Windows background issues
May 23, 2004 6:57 PM   Subscribe

Win2K - I had a risque pictue set as my desktop background. My in-laws are coming to stay for a week, and my machine is in the guest room. Since I already don't rate very highly with then, I swapped the background image to something very tame. However, during the startup process, the original image appears for a couple of seconds before being replaced by the new. Why does this happen, and how can I fix it?
posted by Irontom to Computers & Internet (15 answers total)
 
Just an idea: do you have any wallpaper rotation program currently active (proggie that randomly rotates wallpapers) ?

Another idea: if you can't located and delete the offending pic (or just rename it) you may as well add a guest user to the users list and make your account password protected (as last resorts, if everything else fails).
posted by elpapacito at 7:03 PM on May 23, 2004


Right-click on your desktop and turn off 'Active Desktop' or 'View as web page'. Then change the wallpaper there.
posted by Space Coyote at 7:08 PM on May 23, 2004


yeah, you need to reset your normal desktop background, not just the active desktop background.
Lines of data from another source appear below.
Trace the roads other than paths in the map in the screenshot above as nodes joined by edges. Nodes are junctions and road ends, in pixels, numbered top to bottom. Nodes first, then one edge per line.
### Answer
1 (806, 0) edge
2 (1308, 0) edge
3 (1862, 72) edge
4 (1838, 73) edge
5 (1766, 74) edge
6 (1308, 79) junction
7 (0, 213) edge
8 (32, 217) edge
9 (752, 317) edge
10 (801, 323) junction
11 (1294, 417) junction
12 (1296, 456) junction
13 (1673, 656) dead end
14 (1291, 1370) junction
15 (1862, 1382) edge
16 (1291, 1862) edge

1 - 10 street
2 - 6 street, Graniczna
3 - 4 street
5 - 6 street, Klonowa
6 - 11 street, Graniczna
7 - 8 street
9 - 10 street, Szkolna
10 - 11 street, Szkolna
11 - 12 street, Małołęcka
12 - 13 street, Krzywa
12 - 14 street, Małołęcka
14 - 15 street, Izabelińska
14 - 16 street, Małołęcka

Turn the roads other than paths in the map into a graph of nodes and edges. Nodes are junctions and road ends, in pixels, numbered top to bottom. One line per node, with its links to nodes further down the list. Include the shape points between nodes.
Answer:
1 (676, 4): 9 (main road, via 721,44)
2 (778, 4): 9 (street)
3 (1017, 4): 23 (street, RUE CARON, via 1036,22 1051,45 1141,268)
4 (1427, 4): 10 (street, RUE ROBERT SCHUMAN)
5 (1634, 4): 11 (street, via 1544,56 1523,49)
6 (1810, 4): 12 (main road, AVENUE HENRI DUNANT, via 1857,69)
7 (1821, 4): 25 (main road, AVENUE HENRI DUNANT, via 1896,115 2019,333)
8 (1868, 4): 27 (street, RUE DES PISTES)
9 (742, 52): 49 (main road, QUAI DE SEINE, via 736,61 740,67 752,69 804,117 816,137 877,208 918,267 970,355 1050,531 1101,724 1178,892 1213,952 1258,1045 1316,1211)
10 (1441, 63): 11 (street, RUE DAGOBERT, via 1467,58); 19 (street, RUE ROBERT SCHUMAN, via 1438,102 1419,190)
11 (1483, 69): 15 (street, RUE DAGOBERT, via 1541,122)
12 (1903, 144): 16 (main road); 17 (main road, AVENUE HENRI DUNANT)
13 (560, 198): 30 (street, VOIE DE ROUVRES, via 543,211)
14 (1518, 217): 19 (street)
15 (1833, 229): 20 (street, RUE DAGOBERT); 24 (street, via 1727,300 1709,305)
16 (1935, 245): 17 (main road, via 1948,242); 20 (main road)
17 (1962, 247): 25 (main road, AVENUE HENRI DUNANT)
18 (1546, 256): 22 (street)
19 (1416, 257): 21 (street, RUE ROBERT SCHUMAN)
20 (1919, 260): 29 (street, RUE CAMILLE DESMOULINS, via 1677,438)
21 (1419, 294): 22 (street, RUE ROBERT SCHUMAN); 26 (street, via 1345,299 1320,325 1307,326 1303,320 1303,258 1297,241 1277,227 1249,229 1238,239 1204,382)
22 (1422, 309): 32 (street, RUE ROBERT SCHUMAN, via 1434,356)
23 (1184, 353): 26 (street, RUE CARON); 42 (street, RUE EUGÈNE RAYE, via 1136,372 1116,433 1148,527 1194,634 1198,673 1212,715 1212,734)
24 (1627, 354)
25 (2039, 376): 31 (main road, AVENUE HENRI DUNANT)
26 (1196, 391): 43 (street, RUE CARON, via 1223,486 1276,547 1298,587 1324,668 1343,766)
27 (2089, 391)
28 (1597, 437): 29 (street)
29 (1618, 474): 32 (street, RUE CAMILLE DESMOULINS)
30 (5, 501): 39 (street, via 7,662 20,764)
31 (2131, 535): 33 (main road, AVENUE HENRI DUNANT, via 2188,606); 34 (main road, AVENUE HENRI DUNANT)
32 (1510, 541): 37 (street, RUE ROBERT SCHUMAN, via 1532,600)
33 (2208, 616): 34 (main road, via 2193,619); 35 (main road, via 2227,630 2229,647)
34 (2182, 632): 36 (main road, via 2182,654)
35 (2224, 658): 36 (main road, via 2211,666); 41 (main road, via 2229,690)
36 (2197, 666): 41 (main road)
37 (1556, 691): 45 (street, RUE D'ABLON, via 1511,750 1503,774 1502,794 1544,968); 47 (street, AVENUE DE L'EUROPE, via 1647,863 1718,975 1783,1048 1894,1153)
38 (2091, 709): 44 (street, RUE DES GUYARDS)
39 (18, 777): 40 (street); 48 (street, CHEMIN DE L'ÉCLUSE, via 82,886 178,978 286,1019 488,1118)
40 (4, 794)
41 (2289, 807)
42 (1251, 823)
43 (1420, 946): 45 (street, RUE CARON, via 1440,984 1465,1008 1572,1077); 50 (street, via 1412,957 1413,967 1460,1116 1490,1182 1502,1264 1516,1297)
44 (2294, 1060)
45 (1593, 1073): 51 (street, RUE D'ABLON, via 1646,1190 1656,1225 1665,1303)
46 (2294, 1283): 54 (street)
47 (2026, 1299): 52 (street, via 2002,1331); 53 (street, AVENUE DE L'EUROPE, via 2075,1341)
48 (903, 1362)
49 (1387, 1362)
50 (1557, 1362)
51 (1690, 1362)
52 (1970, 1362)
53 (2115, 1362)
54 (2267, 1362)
just turn off active desktop, then load the jpg you want (assuming it's a jpg) in ie, the right click and set as desktop.
posted by Hackworth at 7:25 PM on May 23, 2004


In ME (maybe Win2K too), if you use a JPG, you have to use active desktop. Use a tame BMP or GIF instead, or no picture at all.
posted by ALongDecember at 8:01 PM on May 23, 2004


Actually, I believe you can leave your active desktop settings alone. Just change your desktop background again...the last background (i.e. the one you changed to get rid of the dirty image) should now be the one that briefly appears during startup, while the second one is your currently active desktop background.
posted by filmgoerjuan at 8:19 PM on May 23, 2004


Yeah but active desktop is the devil and should be killed anyway :)
posted by Space Coyote at 9:03 PM on May 23, 2004


I never understood what everyone's problem with active desktop was.
posted by Yelling At Nothing at 11:11 PM on May 23, 2004


I also had that problem. It seemed to be because I had taken an image from the internet i.e right clicked and set as wallpaper. The solution is to right click on a new cleaner image and that will be the one that appears briefly at start up [even if you set you wallpaper as something else].
posted by meech at 11:22 PM on May 23, 2004


Do consider make that guest account for them anyway. Who knows what else on your computer is potentially offensive to them, or how tempted they could get to peek into the status of your (finances|relationship|job). Besides, giving them an account that they can setup as they like while checking mail/web is a nice hospitable little gesture that might score you any extra point or two (and if they happen to munge any settings it's only on a low-privs throwaway account, instead of the superuser account capable of hosing an entire system).
posted by nakedcodemonkey at 11:59 PM on May 23, 2004


Side note: the problem with active desktop is really rather simple. Take something like windows 2000 or even XP, that used a process model that prevents a failing program from taking down the whole system. That is, a program crash should be much more handle-able on winxp or 2000. Then, add windows desktop, a program that, when it crashes (and for some people it does with alarming frequency) takes down the whole computer. Time for a reboot. Also, if you run active desktop, if I'm not mistaken, an IE crash will also crash your computer.
posted by RustyBrooks at 8:05 AM on May 24, 2004


Then, add windows desktop, a program that, when it crashes (and for some people it does with alarming frequency) takes down the whole computer. Time for a reboot. Also, if you run active desktop, if I'm not mistaken, an IE crash will also crash your computer.

nonsense. both windows 2000 and windows xp will simply restart explorer.exe and/or internet explorer should they crash. (on the rare occasion explorer.exe does not come back on its own, you can restart it yourself by loading task manager with ctrl+alt+del.)
posted by kjh at 8:35 AM on May 24, 2004


The other complaint about active desktop was that it was the half-assed Microsoft solution to using JPG's as a desktop background. Try choosing a JPG as your background, click apply, and it tells you to enable Active Desktop. That's crazy overkill.
posted by smackfu at 8:38 AM on May 24, 2004


The issue isn't whether or not Windows is annoying/evil/not OS X/not Linux. The issue is that something didn't work for a mefi user, and we put together some steps to try and resolve it.

Huzzah.
posted by jragon at 9:38 AM on May 24, 2004


Response by poster: Okay - got it fixed with the 2nd comment. Thanks for the help.
posted by Irontom at 10:19 AM on May 24, 2004


Well, I guess it bears repeating (or clarifying), but if you open a jpg in IE and then set it as you background from there (by right-click > set as background [NOT desktop item]), then it will automatically make it a bitmap and put it on the regular desktop, no "active" needed.